▸ Work to complete: In the response, each entry below should appear again exactly as given.

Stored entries
====================

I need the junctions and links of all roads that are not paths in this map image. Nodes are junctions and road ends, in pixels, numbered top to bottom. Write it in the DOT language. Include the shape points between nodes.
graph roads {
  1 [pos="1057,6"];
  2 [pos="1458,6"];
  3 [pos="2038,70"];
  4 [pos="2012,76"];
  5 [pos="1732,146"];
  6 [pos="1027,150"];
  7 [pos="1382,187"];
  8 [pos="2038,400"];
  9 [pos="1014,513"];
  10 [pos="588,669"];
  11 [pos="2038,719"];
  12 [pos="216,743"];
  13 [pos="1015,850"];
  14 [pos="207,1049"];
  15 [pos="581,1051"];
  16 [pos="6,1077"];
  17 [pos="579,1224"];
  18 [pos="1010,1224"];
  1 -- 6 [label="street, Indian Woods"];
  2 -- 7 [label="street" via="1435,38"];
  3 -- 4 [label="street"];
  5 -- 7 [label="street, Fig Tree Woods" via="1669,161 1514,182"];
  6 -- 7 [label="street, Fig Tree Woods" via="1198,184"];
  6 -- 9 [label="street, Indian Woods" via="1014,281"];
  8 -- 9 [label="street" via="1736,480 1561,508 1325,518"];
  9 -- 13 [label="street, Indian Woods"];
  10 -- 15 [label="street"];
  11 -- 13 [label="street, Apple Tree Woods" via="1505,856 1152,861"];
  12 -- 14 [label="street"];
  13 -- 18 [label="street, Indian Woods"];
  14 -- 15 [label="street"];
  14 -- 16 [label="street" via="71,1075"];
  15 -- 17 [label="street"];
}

====================

▸ Solution to this exercise:
I need the junctions and links of all roads that are not paths in this map image. Nodes are junctions and road ends, in pixels, numbered top to bottom. Write it in the DOT language. Include the shape points between nodes.
graph roads {
  1 [pos="1057,6"];
  2 [pos="1458,6"];
  3 [pos="2038,70"];
  4 [pos="2012,76"];
  5 [pos="1732,146"];
  6 [pos="1027,150"];
  7 [pos="1382,187"];
  8 [pos="2038,400"];
  9 [pos="1014,513"];
  10 [pos="588,669"];
  11 [pos="2038,719"];
  12 [pos="216,743"];
  13 [pos="1015,850"];
  14 [pos="207,1049"];
  15 [pos="581,1051"];
  16 [pos="6,1077"];
  17 [pos="579,1224"];
  18 [pos="1010,1224"];
  1 -- 6 [label="street, Indian Woods"];
  2 -- 7 [label="street" via="1435,38"];
  3 -- 4 [label="street"];
  5 -- 7 [label="street, Fig Tree Woods" via="1669,161 1514,182"];
  6 -- 7 [label="street, Fig Tree Woods" via="1198,184"];
  6 -- 9 [label="street, Indian Woods" via="1014,281"];
  8 -- 9 [label="street" via="1736,480 1561,508 1325,518"];
  9 -- 13 [label="street, Indian Woods"];
  10 -- 15 [label="street"];
  11 -- 13 [label="street, Apple Tree Woods" via="1505,856 1152,861"];
  12 -- 14 [label="street"];
  13 -- 18 [label="street, Indian Woods"];
  14 -- 15 [label="street"];
  14 -- 16 [label="street" via="71,1075"];
  15 -- 17 [label="street"];
}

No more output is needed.